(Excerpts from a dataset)
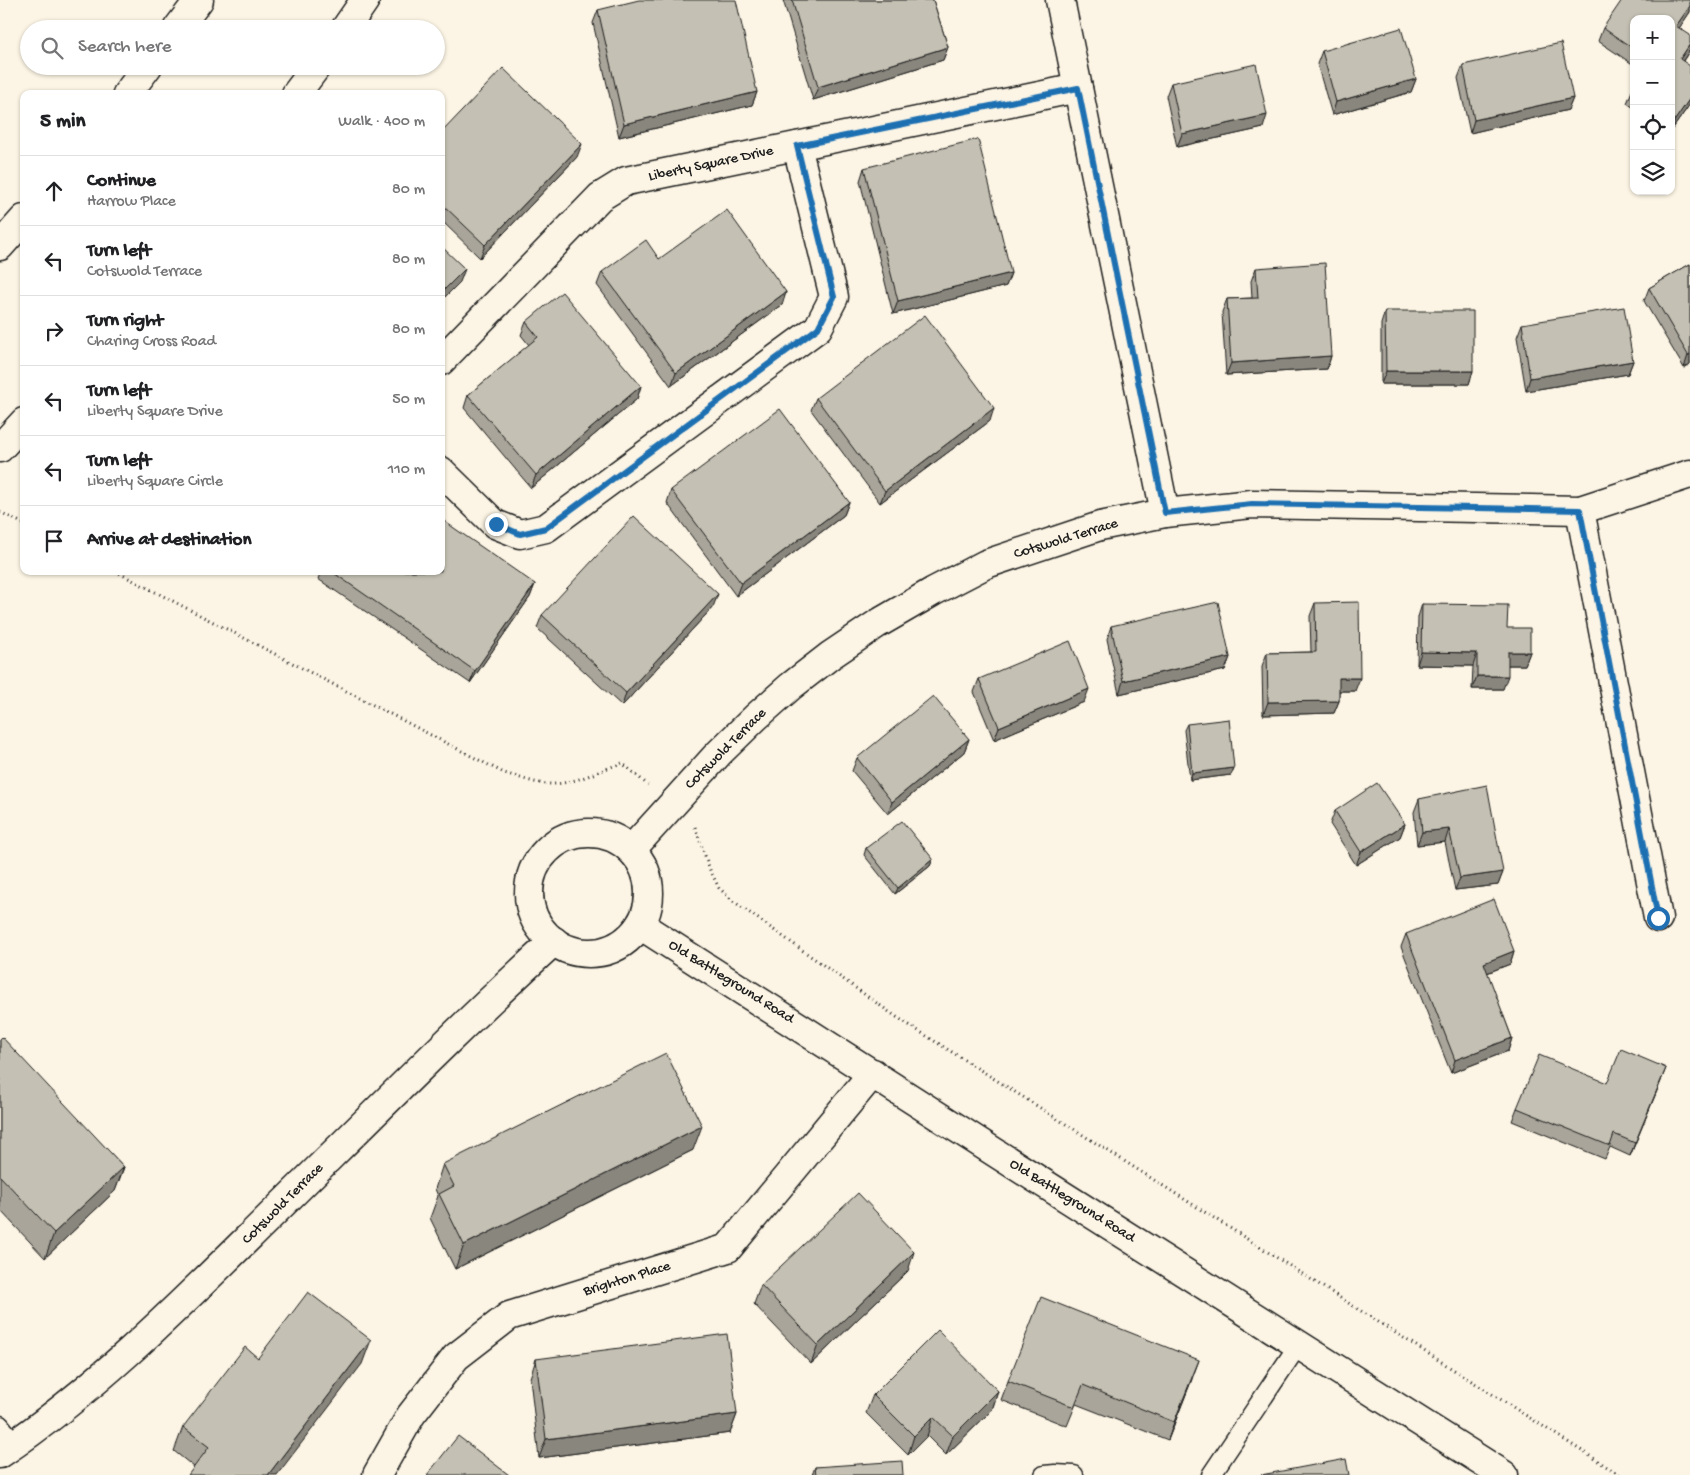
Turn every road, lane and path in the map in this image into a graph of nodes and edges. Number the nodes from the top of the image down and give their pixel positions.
1 (199, 0) edge
2 (366, 0) edge
3 (1060, 0) edge
4 (184, 20) edge
5 (352, 20) edge
6 (141, 75) edge
7 (310, 75) edge
8 (1078, 88) junction
9 (130, 90) edge
10 (299, 90) edge
11 (797, 146) junction
12 (20, 224) edge
13 (0, 246) edge
14 (445, 357) edge
15 (20, 426) edge
16 (0, 448) edge
17 (1690, 474) edge
18 (445, 475) edge
19 (1580, 510) junction
20 (0, 512) edge
21 (1165, 513) junction
22 (20, 522) edge
23 (123, 575) edge
24 (672, 805) junction
25 (631, 850) junction
26 (1658, 918) dead end
27 (640, 925) junction
28 (554, 941) junction
29 (873, 1073) junction
30 (1299, 1344) junction
31 (5, 1441) edge
32 (378, 1475) edge
33 (1044, 1475) edge
34 (1074, 1475) edge
35 (1211, 1475) edge
36 (1504, 1475) edge
37 (1620, 1475) edge

1 - 4 main road
2 - 5 main road
3 - 8 main road
6 - 9 main road
7 - 10 main road
8 - 11 main road, Liberty Square Drive
8 - 21 main road
11 - 14 main road, Liberty Square Drive
11 - 18 main road
12 - 13 main road
15 - 16 main road
17 - 19 main road, Cotswold Terrace
19 - 21 main road, Cotswold Terrace
19 - 26 main road
20 - 22 path
21 - 24 main road, Cotswold Terrace
23 - 24 path
24 - 25 main road, Cotswold Terrace
24 - 37 path
25 - 27 main road
25 - 28 main road
27 - 28 main road
27 - 29 main road, Old Battleground Road
28 - 31 main road, Cotswold Terrace
29 - 30 main road, Old Battleground Road
29 - 32 main road, Brighton Place
30 - 35 lane
30 - 36 main road, Old Battleground Road
33 - 34 lane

(YOUR INSTRUCTIONS): Keep every word of the data as it is when you write it out, but drop the pictures.

(TASK RESPONSE):
Turn every road, lane and path in the map in this image into a graph of nodes and edges. Number the nodes from the top of the image down and give their pixel positions.
1 (199, 0) edge
2 (366, 0) edge
3 (1060, 0) edge
4 (184, 20) edge
5 (352, 20) edge
6 (141, 75) edge
7 (310, 75) edge
8 (1078, 88) junction
9 (130, 90) edge
10 (299, 90) edge
11 (797, 146) junction
12 (20, 224) edge
13 (0, 246) edge
14 (445, 357) edge
15 (20, 426) edge
16 (0, 448) edge
17 (1690, 474) edge
18 (445, 475) edge
19 (1580, 510) junction
20 (0, 512) edge
21 (1165, 513) junction
22 (20, 522) edge
23 (123, 575) edge
24 (672, 805) junction
25 (631, 850) junction
26 (1658, 918) dead end
27 (640, 925) junction
28 (554, 941) junction
29 (873, 1073) junction
30 (1299, 1344) junction
31 (5, 1441) edge
32 (378, 1475) edge
33 (1044, 1475) edge
34 (1074, 1475) edge
35 (1211, 1475) edge
36 (1504, 1475) edge
37 (1620, 1475) edge

1 - 4 main road
2 - 5 main road
3 - 8 main road
6 - 9 main road
7 - 10 main road
8 - 11 main road, Liberty Square Drive
8 - 21 main road
11 - 14 main road, Liberty Square Drive
11 - 18 main road
12 - 13 main road
15 - 16 main road
17 - 19 main road, Cotswold Terrace
19 - 21 main road, Cotswold Terrace
19 - 26 main road
20 - 22 path
21 - 24 main road, Cotswold Terrace
23 - 24 path
24 - 25 main road, Cotswold Terrace
24 - 37 path
25 - 27 main road
25 - 28 main road
27 - 28 main road
27 - 29 main road, Old Battleground Road
28 - 31 main road, Cotswold Terrace
29 - 30 main road, Old Battleground Road
29 - 32 main road, Brighton Place
30 - 35 lane
30 - 36 main road, Old Battleground Road
33 - 34 lane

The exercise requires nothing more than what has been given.